• Un pays entièrement peuplé de robots, ça n'existe pas.
• Un robot chef d'État, ça n'existe pas.
• De séduisantes « pépées-robots », ça n'existe pas.
Et pourquoi ?
Avec un humour aigu, le grand écrivain polonais Stanislas Lem nous présente, dans ce recueil de nouvelles, un monde futur scientifiquement vraisemblable et extraordinairement angoissant.
Avec Stanislas Lem, la science-fiction prend sa véritable dimension. Dans ces nouvelles qui nous présentent un monde angoissant, Lem ne se laisse pas emporter par sa seule imagination : son univers futur est fondé sur des données scientifiques précises et parfaitement vraisemblables.
Ainsi commence le « prière d’insérer » qui accompagne ce livre. Si on comprend bien, cela signifie que Lem confère à la science-fiction sa dimension véritable parce qu’il extrapole à partir de données scientifiques précises pour imaginer un univers angoissant. De qui se moque-t-on au juste ? Une telle affirmation serait peut-être excusable de la part d’un des nombreux critiques qui s’arrogent le droit de condamner la science-fiction après en avoir lu trois échantillons médiocres, et qui découvrent que le quatrième est moins mauvais. Mais cela est écrit par quelqu’un qui devrait, en principe, connaître « de l’intérieur » la collection « Présence du Futur », et qui devrait aussi réaliser que le présent ouvrage de Lem est le quatre-vingt-seizième de ladite collection. Or cette dernière n’a pas présenté uniquement des navets : si tel était le cas, cette affirmation concernant une « véritable dimension » enfin atteinte pourrait être tolérée – et encore. Cela est triste à dire, mais on a l’impression que « Présence du Futur » file actuellement un bien mauvais coton…
Car enfin, prétendre que Lem apporte sa « véritable dimension » à la science-fiction revient à énoncer une pure et simple contre-vérité. La création d’un univers menaçant fondé sur des données scientifiques précises n’a pas été inventée par cet honnête auteur polonais. Il y a eu, avant lui, des personnages nommés Robert Sheckley, Arthur Clarke, John Wyndham, Clifford Simak, Isaac Asimov, Fredric Brown – pour ne citer que des auteurs représentés dans la même collection. Et le talent de Lem, il faut bien l’avouer, n’apporte absolument rien de nouveau (quantitativement ou qualitativement) à quiconque connaît les écrivains sus mentionnés. L’auteur du « prière d’insérer » nous assure encore que Stanislas Lem a écrit 18 livres en polonais, traduits en quatorze langues, et qu’il a atteint un tirage total de deux millions et demi d’exemplaires. On le croit volontiers, en souhaitant que la partie de son œuvre inédite en français soit meilleure que celle ayant connu les honneurs de la traduction.

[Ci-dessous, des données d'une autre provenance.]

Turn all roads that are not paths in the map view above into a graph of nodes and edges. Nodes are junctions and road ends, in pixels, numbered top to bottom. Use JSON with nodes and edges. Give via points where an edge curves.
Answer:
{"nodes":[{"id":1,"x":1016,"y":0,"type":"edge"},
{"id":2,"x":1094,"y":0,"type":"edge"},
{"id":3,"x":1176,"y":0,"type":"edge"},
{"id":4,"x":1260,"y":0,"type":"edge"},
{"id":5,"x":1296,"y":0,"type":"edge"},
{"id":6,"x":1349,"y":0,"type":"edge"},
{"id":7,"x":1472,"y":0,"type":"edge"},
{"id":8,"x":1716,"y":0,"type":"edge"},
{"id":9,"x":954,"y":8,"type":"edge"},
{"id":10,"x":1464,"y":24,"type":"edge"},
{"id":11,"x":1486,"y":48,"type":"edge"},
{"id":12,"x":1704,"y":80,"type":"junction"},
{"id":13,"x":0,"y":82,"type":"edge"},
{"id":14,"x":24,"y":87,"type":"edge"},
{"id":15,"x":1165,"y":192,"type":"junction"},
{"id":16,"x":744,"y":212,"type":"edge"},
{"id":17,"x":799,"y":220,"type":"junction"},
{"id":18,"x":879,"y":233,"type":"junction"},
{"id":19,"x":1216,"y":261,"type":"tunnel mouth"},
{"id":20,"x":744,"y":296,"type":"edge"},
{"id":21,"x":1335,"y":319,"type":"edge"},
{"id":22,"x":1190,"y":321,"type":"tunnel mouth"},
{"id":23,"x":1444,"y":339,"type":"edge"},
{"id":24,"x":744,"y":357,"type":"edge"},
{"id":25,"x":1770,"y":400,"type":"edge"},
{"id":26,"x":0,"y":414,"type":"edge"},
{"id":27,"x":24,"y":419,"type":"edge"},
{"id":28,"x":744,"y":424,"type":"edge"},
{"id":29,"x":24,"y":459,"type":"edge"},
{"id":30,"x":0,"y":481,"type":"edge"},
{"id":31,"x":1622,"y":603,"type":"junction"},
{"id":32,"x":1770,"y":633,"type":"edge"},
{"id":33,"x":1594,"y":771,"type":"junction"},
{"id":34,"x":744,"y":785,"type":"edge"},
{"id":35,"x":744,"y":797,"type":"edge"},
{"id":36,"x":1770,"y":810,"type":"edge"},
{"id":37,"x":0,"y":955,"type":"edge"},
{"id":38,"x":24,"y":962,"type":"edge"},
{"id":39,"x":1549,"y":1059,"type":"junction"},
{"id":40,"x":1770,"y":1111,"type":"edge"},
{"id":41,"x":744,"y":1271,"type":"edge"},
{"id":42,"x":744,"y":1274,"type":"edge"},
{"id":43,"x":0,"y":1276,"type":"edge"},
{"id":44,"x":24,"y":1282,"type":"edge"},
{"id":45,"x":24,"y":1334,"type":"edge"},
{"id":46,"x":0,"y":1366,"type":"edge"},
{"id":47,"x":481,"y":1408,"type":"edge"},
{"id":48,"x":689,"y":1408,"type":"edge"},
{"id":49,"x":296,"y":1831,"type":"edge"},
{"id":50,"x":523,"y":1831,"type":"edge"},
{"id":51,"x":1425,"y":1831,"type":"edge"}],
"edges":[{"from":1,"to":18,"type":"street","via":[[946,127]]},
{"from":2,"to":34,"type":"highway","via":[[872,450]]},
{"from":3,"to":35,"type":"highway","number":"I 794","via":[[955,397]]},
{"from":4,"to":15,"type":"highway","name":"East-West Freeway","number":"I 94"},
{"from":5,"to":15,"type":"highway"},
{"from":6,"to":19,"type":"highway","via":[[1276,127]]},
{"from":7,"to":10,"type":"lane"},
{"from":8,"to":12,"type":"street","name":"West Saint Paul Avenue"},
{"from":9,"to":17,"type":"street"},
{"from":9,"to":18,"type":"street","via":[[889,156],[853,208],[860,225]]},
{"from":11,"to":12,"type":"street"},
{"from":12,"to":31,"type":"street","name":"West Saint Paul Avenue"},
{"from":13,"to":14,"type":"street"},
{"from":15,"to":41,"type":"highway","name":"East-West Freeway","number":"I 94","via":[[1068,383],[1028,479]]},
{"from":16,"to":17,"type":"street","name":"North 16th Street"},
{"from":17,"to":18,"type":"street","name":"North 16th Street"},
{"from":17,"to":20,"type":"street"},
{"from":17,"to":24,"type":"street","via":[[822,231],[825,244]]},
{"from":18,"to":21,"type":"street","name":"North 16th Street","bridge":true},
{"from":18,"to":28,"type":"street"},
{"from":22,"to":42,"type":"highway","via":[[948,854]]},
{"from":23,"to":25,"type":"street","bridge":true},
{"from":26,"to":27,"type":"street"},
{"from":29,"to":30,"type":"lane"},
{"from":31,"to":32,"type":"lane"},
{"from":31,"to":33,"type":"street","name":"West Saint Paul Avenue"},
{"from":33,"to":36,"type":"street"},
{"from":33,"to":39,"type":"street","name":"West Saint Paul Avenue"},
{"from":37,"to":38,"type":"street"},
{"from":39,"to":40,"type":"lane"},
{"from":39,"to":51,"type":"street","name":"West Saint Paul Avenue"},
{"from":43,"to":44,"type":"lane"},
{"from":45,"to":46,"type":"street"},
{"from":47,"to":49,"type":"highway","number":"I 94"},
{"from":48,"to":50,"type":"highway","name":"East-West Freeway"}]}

De ce qui précède, on serait tenté de conclure que cet ouvrage est très mauvais. Ce serait incorrect. Les récits réunis dans ce livre atteignent en moyenne une médiocrité presque honorable, mais leur valeur réelle ne correspond nullement aux dithyrambes dont l’éditeur a fait accompagner le volume.
Celui-ci comprend trois nouvelles, et un extrait plus long. La première de ces nouvelles, intitulée L’ami, met en scène un jeune technicien auquel un inconnu vient régulièrement présenter des schémas de circuits électroniques de plus en plus complexes. Il ne veut pas en faire connaître l’auteur, mais il vient chercher les pièces correspondant à ces montages. Bon, se dit l’amateur de science-fiction tant soit peu averti : il y a robot ou cerveau électronique sous roche. Et, effectivement, c’est là la révélation que l’auteur a préparée. Le visiteur est en quelque sorte l’esclave d’un super-cerveau électronique, qui paraît avoir des idées de conquête, et que le narrateur parvient à court-circuiter en fin de compte. Cela n’est guère nouveau. Stanislas Lem est moins un pessimiste qu’un inquiet, et il se complaît à décrire ce sentiment chez son narrateur, dont les jérémiades finissent par lasser quelque peu. En revanche, le passage qui précède le dénouement, passage qui présente le narrateur « connecté » dans le circuit du cerveau, possède un accent à la fois visionnaire et délirant, assez réussi. Cependant, la nouvelle est beaucoup trop longue pour sa substance : cinquante-huit pages pour une idée fondamentale, cela doit être vraiment bien fait pour que le lecteur applaudisse. Or, ici, c’est fait avec un métier correct, sans plus.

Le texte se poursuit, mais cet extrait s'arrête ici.